LFD Book Forum  

Go Back   LFD Book Forum > Book Feedback - Learning From Data > Chapter 5 - Three Learning Principles

Reply
 
Thread Tools Display Modes
  #1  
Old 12-04-2014, 06:46 AM
Don Mathis Don Mathis is offline
Junior Member
 
Join Date: Dec 2014
Posts: 2
Default Snooping and unsupervised preprocessing

In a supervised classification setting, is it data-snooping to perform unsupervised preprocessing on your complete dataset (train + validation), if you never look at the class labels during preprocessing?

For example, suppose you perform PCA on your complete dataset (using all datapoints, without looking at the class labels), then discard some dimensions, and then apply a supervised classifier using the new PCA predictors. Does this constitute data snooping?

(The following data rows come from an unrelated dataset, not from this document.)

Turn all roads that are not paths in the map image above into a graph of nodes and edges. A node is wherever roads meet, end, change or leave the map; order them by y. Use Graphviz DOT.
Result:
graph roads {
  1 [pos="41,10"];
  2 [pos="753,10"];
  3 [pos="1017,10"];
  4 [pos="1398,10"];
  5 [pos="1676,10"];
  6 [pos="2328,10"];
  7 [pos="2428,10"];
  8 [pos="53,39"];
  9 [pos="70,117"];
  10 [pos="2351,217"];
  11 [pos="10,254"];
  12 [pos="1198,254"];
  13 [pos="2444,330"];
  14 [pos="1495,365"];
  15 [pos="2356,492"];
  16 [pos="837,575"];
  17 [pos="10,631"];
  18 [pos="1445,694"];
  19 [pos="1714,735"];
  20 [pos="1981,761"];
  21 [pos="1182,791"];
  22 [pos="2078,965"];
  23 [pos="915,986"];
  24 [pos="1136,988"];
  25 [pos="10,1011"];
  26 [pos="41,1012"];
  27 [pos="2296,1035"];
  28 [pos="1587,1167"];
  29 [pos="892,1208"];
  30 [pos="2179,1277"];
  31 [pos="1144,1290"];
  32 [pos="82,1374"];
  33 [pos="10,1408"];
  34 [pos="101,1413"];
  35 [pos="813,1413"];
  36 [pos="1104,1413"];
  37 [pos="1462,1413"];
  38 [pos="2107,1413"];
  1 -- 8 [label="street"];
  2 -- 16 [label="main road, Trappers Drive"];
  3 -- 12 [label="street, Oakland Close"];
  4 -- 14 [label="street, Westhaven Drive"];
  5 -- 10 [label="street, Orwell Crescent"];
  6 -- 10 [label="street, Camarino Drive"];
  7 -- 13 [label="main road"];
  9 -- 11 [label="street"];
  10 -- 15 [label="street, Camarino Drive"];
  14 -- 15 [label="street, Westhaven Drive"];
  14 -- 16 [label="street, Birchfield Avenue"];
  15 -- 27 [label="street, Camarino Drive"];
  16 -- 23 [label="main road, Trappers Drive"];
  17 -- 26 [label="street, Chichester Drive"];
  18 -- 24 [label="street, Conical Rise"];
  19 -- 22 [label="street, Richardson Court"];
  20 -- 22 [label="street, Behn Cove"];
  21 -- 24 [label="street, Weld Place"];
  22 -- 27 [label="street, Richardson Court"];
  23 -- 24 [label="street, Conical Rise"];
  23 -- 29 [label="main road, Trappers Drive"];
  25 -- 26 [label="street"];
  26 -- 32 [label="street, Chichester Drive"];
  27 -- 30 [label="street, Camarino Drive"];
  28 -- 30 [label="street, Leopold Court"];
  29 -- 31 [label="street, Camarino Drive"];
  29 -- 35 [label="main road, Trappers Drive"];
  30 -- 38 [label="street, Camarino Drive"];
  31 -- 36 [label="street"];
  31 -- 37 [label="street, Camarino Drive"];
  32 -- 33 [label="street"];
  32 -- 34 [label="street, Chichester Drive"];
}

From my interpretation of your lecture on data snooping, I expect you would call this snooping. However, this position would be in disagreement with the popular textbook by Hastie, Tibshirani & Friedman 2009 (http://statweb.stanford.edu/~tibs/ElemStatLearn/). On page 246 they seem to say that any unsupervised processing is ok:

“In general, with a multistep modeling procedure, cross-validation must
be applied to the entire sequence of modeling steps. In particular, samples
must be “left out” before any selection or filtering steps are applied. There
is one qualification: initial unsupervised screening steps can be done before
samples are left out.”

Could you please comment on this issue and on the quote from Hastie et al?

Thanks!
Reply With Quote
  #2  
Old 12-04-2014, 11:01 AM
yaser's Avatar
yaser yaser is offline
Caltech
 
Join Date: Aug 2009
Location: Pasadena, California, USA
Posts: 1,474
Default Re: Snooping and unsupervised preprocessing

Strictly speaking, one can construct an unsupervised scheme (model selection based on data inputs only, without involving the output labels) that can ruin the chances for good generalization in subsequent use of supervised learning. One example, admittedly extreme, is to take {\bf x}_1,{\bf x}_2,\dots,{\bf x}_N and select a model that is free to choose the values of the output on this specific set of points, but forces an output of zero outside that set. This model can then achieve E_{\rm in}=0 in supervised learning by matching y_1,y_2,\dots,y_N, but will obviously perform poorly out of sample since it is forced to output 0 on any other point.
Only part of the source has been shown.